Programming languages have a lot in common with human languages. For a start, they all have a very particular vocabulary and syntax. You need to learn the rules to assemble meaning. And both machine and human languages are tools for of turning concepts in our heads into action in the real world.

My love of languages blossomed around the same time as my fascination with computers. I’d tinker around in BASIC on my Commodore VIC-20 as a little kid, getting that early PC to just do things. (I know, that really dates me!) And today, I’m lucky enough to have made a career combining those two strands together as an educational software developer.

Works in progress

That said, it’s a career that never stands still. And, just as with human languages, it’s important to maintain and improve your skills all the time. In the same way that ‘fluency’ is an ill-defined and unhelpful ‘completion’ goal, you never really stop learning in the tech industry. There’s no end-point where you down tools, show your certificate, and say “I know it all now!“.

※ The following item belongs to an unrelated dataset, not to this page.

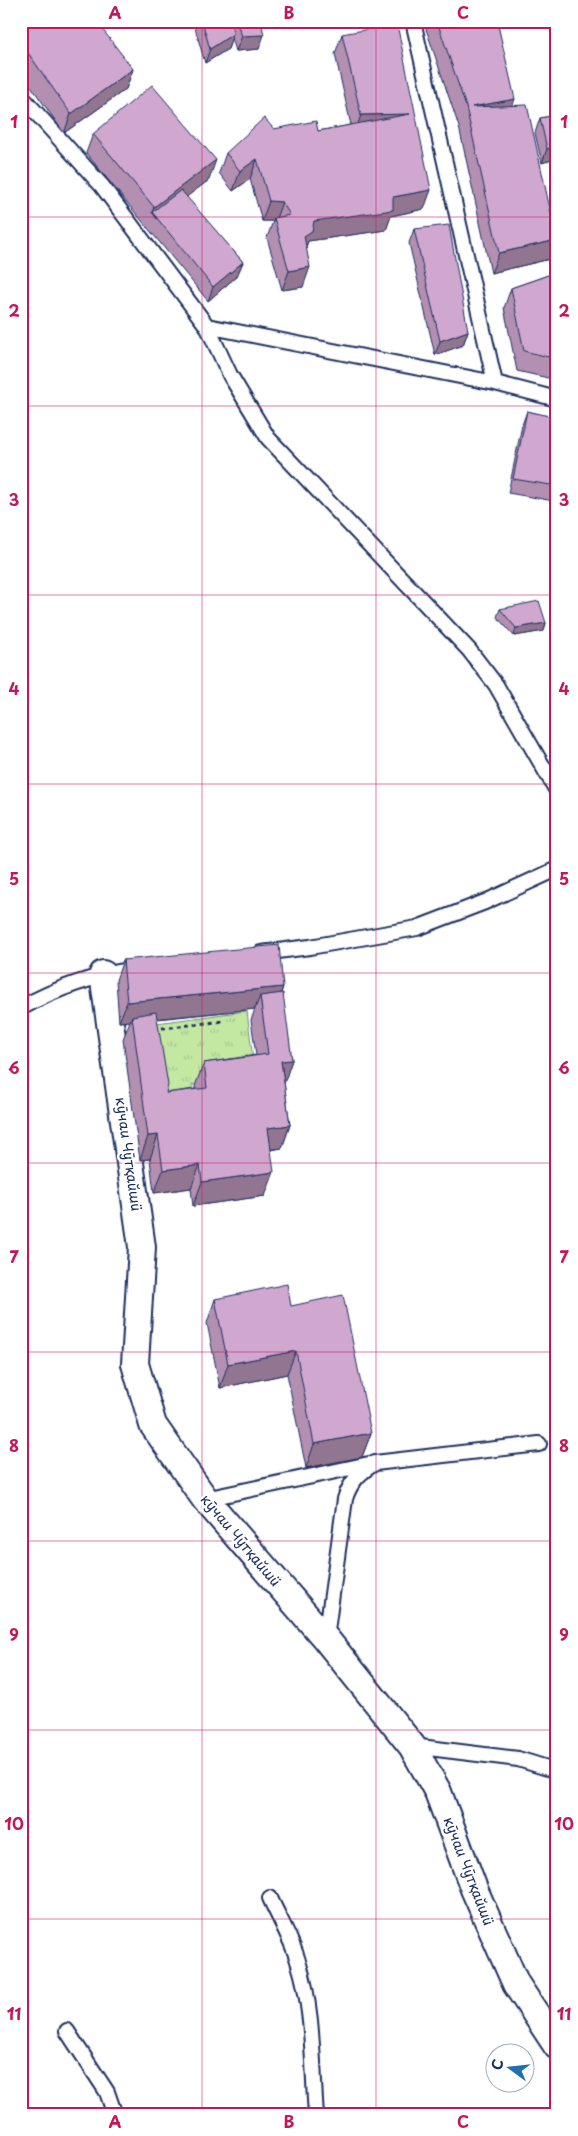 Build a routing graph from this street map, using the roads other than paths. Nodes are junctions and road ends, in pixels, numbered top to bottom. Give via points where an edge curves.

A fantastic source of development training for me of late has been the peer-tutorial site Udemy. I like the nature of the platform, allowing ordinary folk the chance to share their skills (and earn a bit of money from it, too). I also like the pick-and-choose nature of it, where you pay per course, rather than an all-in subscription. That’s one reason I always felt I wasn’t getting enough usage from the industry training giant, Lynda.com.

In fact the only downside to Udemy is its odd pricing model. Courses are listed under a ‘normal’, inflated price, but are almost always available at a discount. This discount varies, meaning that users end up course-watching until the price is lowered. Then they pounce, usually at a very reasonable rate of around £10 or so. I realise that the commercial psychology behind it is to increase the sense of bargain, but it does seem a little convoluted.

What I’m working on

In any case – there are some gems of courses on there. That goes especially for those who fancy learning some programming for educational applications. For a brief overview, here are some of the fantastic resources I’ve found useful:

Swift 4 and iOS

Apple introduced the Swift language as a successor to the clunky Objective-C language in recent years. It’s much easier to learn, in my opinion, and is more cross-skill compatible with other programming languages. Instructors have embraced the new language on Udemy, and amongst the best courses are the ones from tutorial guru Ray Wenderlich, and London-based developer Angela Yu. I intended to use their courses as refreshers, but have learnt a huge amount from both of them.

Android and Kotlin

Kotlin has a similar story to Swift, as a new language positioned to supersede and older one. That old one is Java, which is arguably a lot more useful and widespread than Objective-C. However, Kotlin is remarkably similar to Swift in syntax and usage. As such, it’s a pretty good choice to add to your collection if you are aiming for both iOS and Android development.

There is an old-school Android developer on Udemy, Tim Buchalka, who really knows his stuff. He’s my go-to for all my Android courses, and his Kotlin course is probably the most accessible and practical out there.

Not all hard work!

It’s not all hard work, of course. I take a couple of courses just out of interest or curiosity. As a programmer, I’ve always felt a little inferior about my design and illustration skills. Not only that, but I’m often a little jealous of how in the zone and mindful digital artists can get when working. To that end, I’ve been following a great course on creating digital art on the iPad with the Procreate app. Because not everything has to be about languages, programming or otherwise!